«Это с кем же мы дело имеем? – в который раз подумал Лев Иванович. – Ни черта себе возможности у Икса. И квалификация… Страшного врага умудрился заиметь Трофим Таганцев! И полная загадка: зачем Иксу обращаться к каким-то заурядным бандюганам?»
– А каково твое мнение о том, что я от Липкина в клювике принес? – повернулся он к Станиславу.
– Пока что помолчу. Я детально не интересовался тем, что творилось в Польше тогда, в конце войны. Но… Про АК и АЛ, конечно же, слышать приходилось. Знаю, что АЛ, в отличие от АК, большой популярности в народе не снискала. Знаю, что советское командование и лично Сталин относились к АК крайне негативно. Считалось, что если после разгрома гитлеровцев к власти придет эмиграционное правительство и верхушка АК, то Польша будет потеряна для нас, пойдет буржуазным путем. Правильно, кстати говоря, считалось… Но вот уверенности в том, что смерть Таганцева как-то связана с Польшей времен войны и с польским сопротивлением, у меня нет. А трость, на мой взгляд, вообще за рысьи уши притянута, которые с кисточкой.
– С тростью – не знаю, – сказал Орлов. – Хоть чутью Липкина привык доверять. А вот что касается Польши… Слушайте мой отчет, господа сыщики. Он, правда, будет совсем коротким. Хоронили Таганцева на Калитниковском кладбище. Познакомился я с его внуком, Александром. Представился честь по чести, мол, приятель и шахматный партнер вашего деда, а также генерал милиции и начальник того ведомства, которое разбирается с убийством вашего деда. Очень приятный молодой человек оказался, двадцать четыре года ему скоро исполнится. Окончил питерскую Технологичку, Таганцев ему к окончанию квартиру однокомнатную купил на Васильевском.
– Ого! Хороший подарок. Значит, деньги у Таганцева водились немалые, – прокомментировал Станислав слова генерала.
– Так он никогда этого не скрывал. Не похоже, чтобы дед с внуком были особо близки, но Трофим Иванович вообще отличался довольно угрюмым нравом, не слишком-то к себе людей подпускал. Но смертью деда Саша искренне опечален, такое не сыграешь, да и зачем ему играть. Особенно такой смертью. Больше всего горюет, что Трофим Иванович не успел прадедом стать: у Александра жена через месяц должна родить. Я стал его осторожно расспрашивать о деде.
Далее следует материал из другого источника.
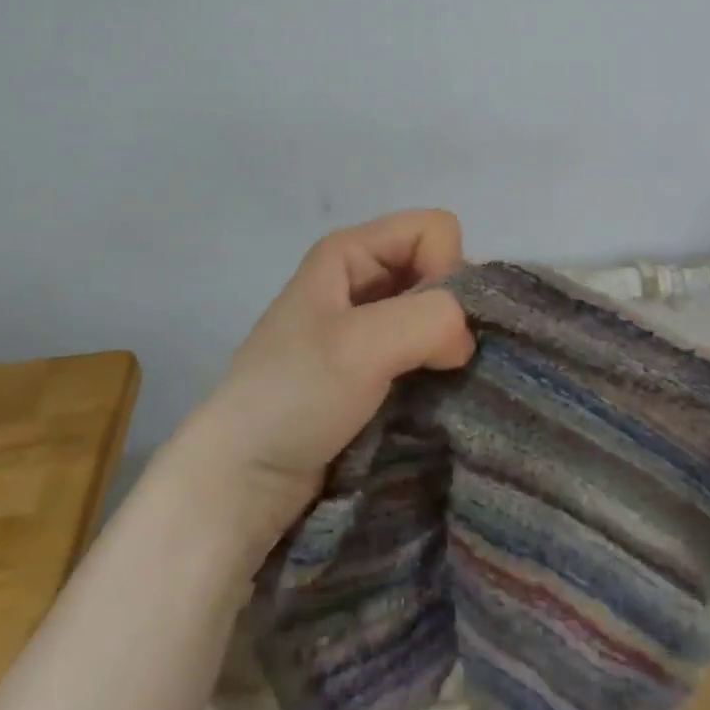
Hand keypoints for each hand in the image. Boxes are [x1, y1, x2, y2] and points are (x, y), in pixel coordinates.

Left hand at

Так вот, по словам Саши, Таганцев после освобождения из лагеря и реабилитации уехал в город Вольск, есть такой райцентр в Саратовской области, на Волге. И жил там до своего переезда в Москву с женой и дочерью. Женился Таганцев почти сразу после выхода на свободу, но бабушка Александра умерла рано, еще до его рождения. Женщинам в этой семье как-то фатально не везло со здоровьем, мать Саши, Валентина, единственная дочка Трофима Ивановича, тоже рано умерла от лейкоза, мальчику было лишь десять лет. А его отец, он жил у Таганцева, утонул в Волге на следующий год после смерти жены.
– Не позавидуешь внуку Таганцева, невеселое отрочество, – вставил реплику Крячко. – Но зачем ты нам все это рассказываешь? Сюжет для Чарльза Диккенса…
Гуров только головой покачал: неужели Стас, проработав под началом Орлова столько лет, не понял, что Петр Николаевич никогда и ничего не говорит просто так? Нет, скорее он, по своей привычке, этак дружески подкусывает любимого начальника, всегда Крячко отличался некоторой ехидностью.
– А ты подумай, пан Крячко, – усмехнулся Орлов. – Из всей семьи остались двое: дед и внук. До того, как Саша после окончания школы уехал поступать в Питер, в Технологичку, он жил с Таганцевым. Тот заменил ему родителей. С вопросами, и не только бытовыми, Александр шел к деду. Самый активный возраст, когда формируется характер. С одиннадцати до семнадцати. Возраст бурного любопытства. Ясное дело, Саша пытался расспрашивать деда о войне, о колымских лагерях… Вспомните, сколько тогда было публикаций на эти темы, сколько программ по ящику, и не всегда поганых. Сколько мнений, какие бурные споры кипели. Да хоть книги Виктора Суворова вспомнить, от его «Ледокола» вся страна на ушах стояла. Ну, не вся, конечно, но те, кто читать умеет и любит. А тут – вот он, живой свидетель рядом. Не просто свидетель – герой. Родной дед, у которого никого, кроме внука, не осталось. Как же не рассказать, как не вспомнить, как не поделиться? Тем более что не насильно пичкать, а на вопросы отвечать внуку, которые не для проформы из вежливости задаются, а с живым интересом! И что же?
– Я догадываюсь, что, – сказал Гуров.